Crypto quantitative research platform. Collects market and on-chain data, stores it in a structured warehouse with point-in-time semantics, and provides a data service for analysis and strategy development. Universe-agnostic by design.

Why it matters

marjon is built for research workflows where raw market data is not enough. It keeps ingestion state, source audits, point-in-time access rules, derived feature checks, and strategy tooling in one Django-backed system so experiments can be traced back to the exact data available at the time.

Highlights

  • Market and on-chain warehouse for crypto research datasets
  • Point-in-time data service for analysis without look-ahead leakage
  • Provider-backed ingestion pipelines for OHLCV, holder snapshots, pool mapping, and transactions
  • Direct audit paths for source freshness, Solana chain checks, and derived-candle parity
  • Strategy research layer with backtesting, sweeps, and leaderboard commands
  • Operational cockpit and command wrappers for local unattended runs

Stack

  • Backend: Django + PostgreSQL
  • Data sources: GeckoTerminal, Moralis, Shyft, Helius, Binance, Solana RPC
  • Operations: Docker Compose, Make, shell wrappers, Django management commands

Architecture

External providers
  -> pipeline connectors
  -> warehouse models
  -> data service / point-in-time access
  -> derived features and strategy engine
  -> ops dashboard and audit commands

Public Demo Status

This repository is currently a local-first research platform. The codebase includes an ops UI and Django views, but no public hosted demo is linked yet because provider keys and local warehouse state are required for meaningful output.

Screenshots

Screenshots are captured from a local warehouse state and are intended to show the operational surfaces, not a hosted public demo.

Operations Overview

Operations overview

Coverage Funnel

Coverage funnel

Queue Planner

Queue planner

Roadmap

Phase What it delivers
1 Django models + empty warehouse tables
2 FL-001 pipeline — OHLCV data flowing in
3 FL-002 pipeline — holder snapshot data flowing in
4 Data service with point-in-time enforcement
5 Derived features + first analysis
6 Strategy specification + backtesting
7 Execution layer

Setup

Bootstrap the local environment with the repo script:

./scripts/bootstrap.sh

That script will:

  • create .env from .env.example if needed
  • create a virtualenv if neither .venv nor venv exists
  • install requirements.txt
  • start the PostgreSQL container
  • run migrations

Daily commands then go through the shared wrapper:

./scripts/doctor.sh
./scripts/manage.sh runserver
./scripts/test.sh
./scripts/manage.sh u001_ingestion_health
./scripts/manage.sh repair_u001_ingestion --dry-run

There is also a Makefile wrapper if you prefer:

make bootstrap
make doctor
make u001-health
make u001-audit
make u001-audit-sources
make u001-rd001-chain-audit
make u001-fl001-derived-audit
make u001-holders
make u001-rd001-errors
make u001-rd001-partials
make u001-rd001-partials-historical
make u001-rd001-partials-guarded
make u001-automation
make u001-snapshot
make u001-recover-after-reboot
make u001-repair
make install-hooks
make test
make runserver

The scripts prefer .venv when both .venv and venv exist, which avoids the drift that can happen when different entrypoints activate different environments.

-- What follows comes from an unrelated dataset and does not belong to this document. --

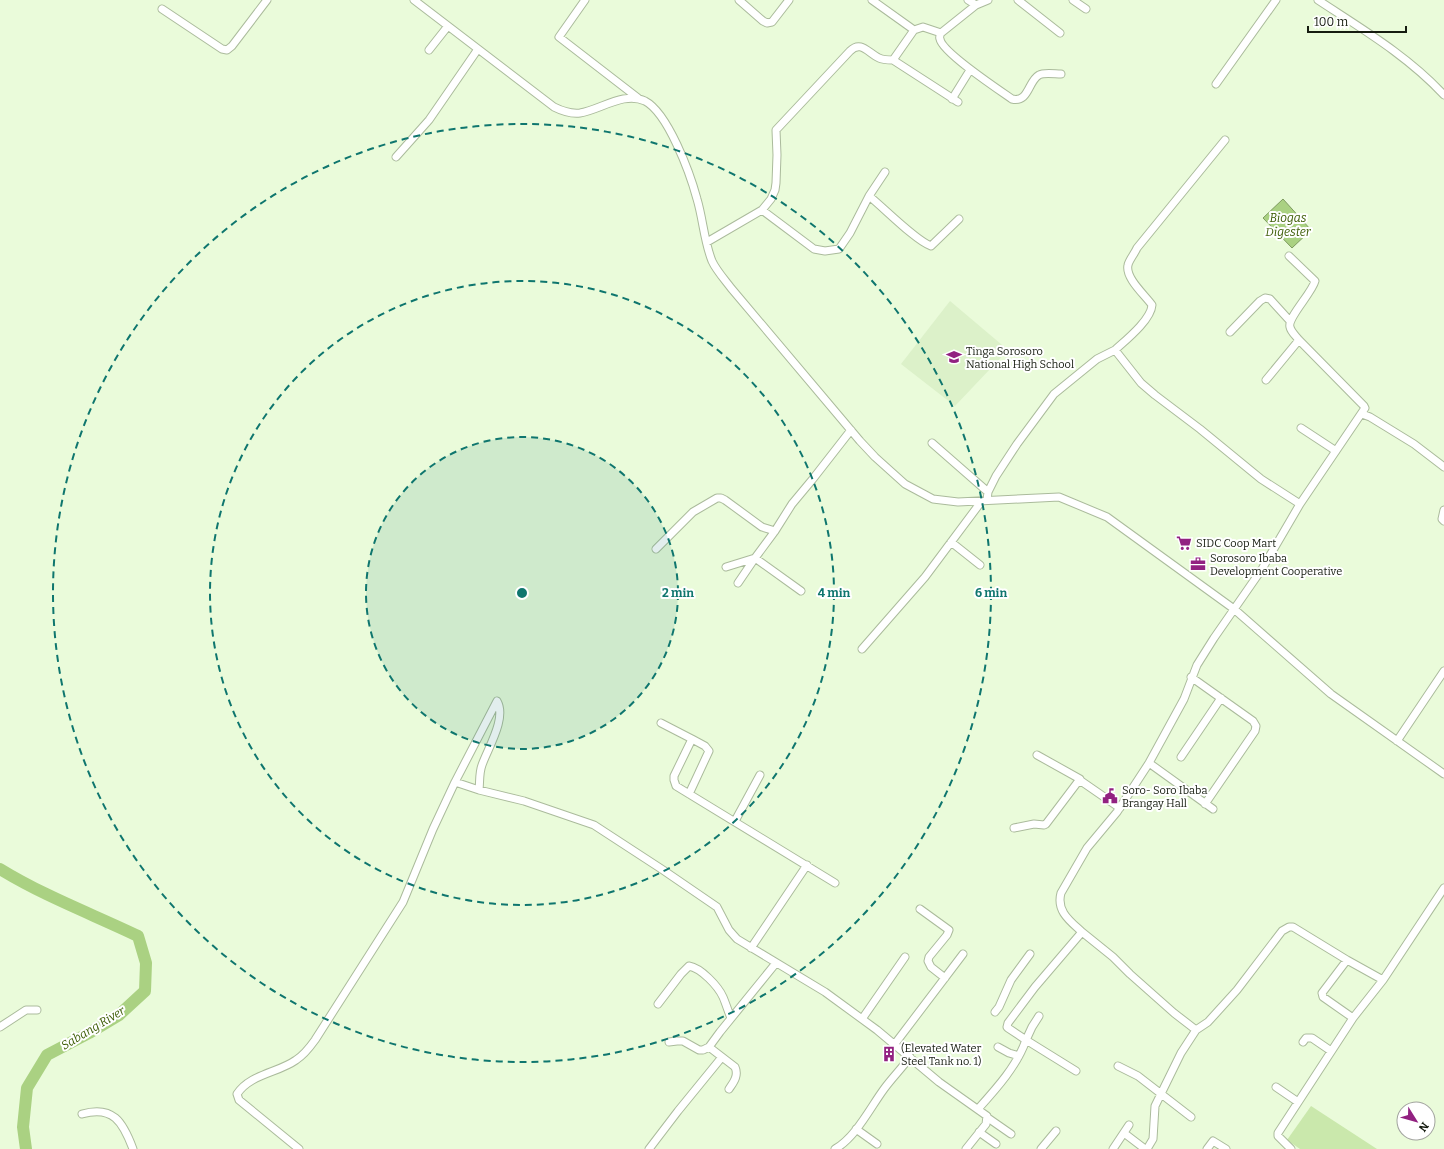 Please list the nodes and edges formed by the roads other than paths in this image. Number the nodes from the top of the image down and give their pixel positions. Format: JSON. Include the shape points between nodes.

To install the tracked git hooks for this checkout:

./scripts/install-hooks.sh

That configures core.hooksPath to use .githooks/, so the pre-commit hook is versioned with the repo instead of living only in .git/hooks/.

For live U-001 pipeline state, use:

make u001-health
make u001-audit

That reports freshness, per-layer coverage, stale in_progress rows, free-tier-guarded RD-001 statuses, common upstream errors, and recent U-001 batch activity using the actual database contents.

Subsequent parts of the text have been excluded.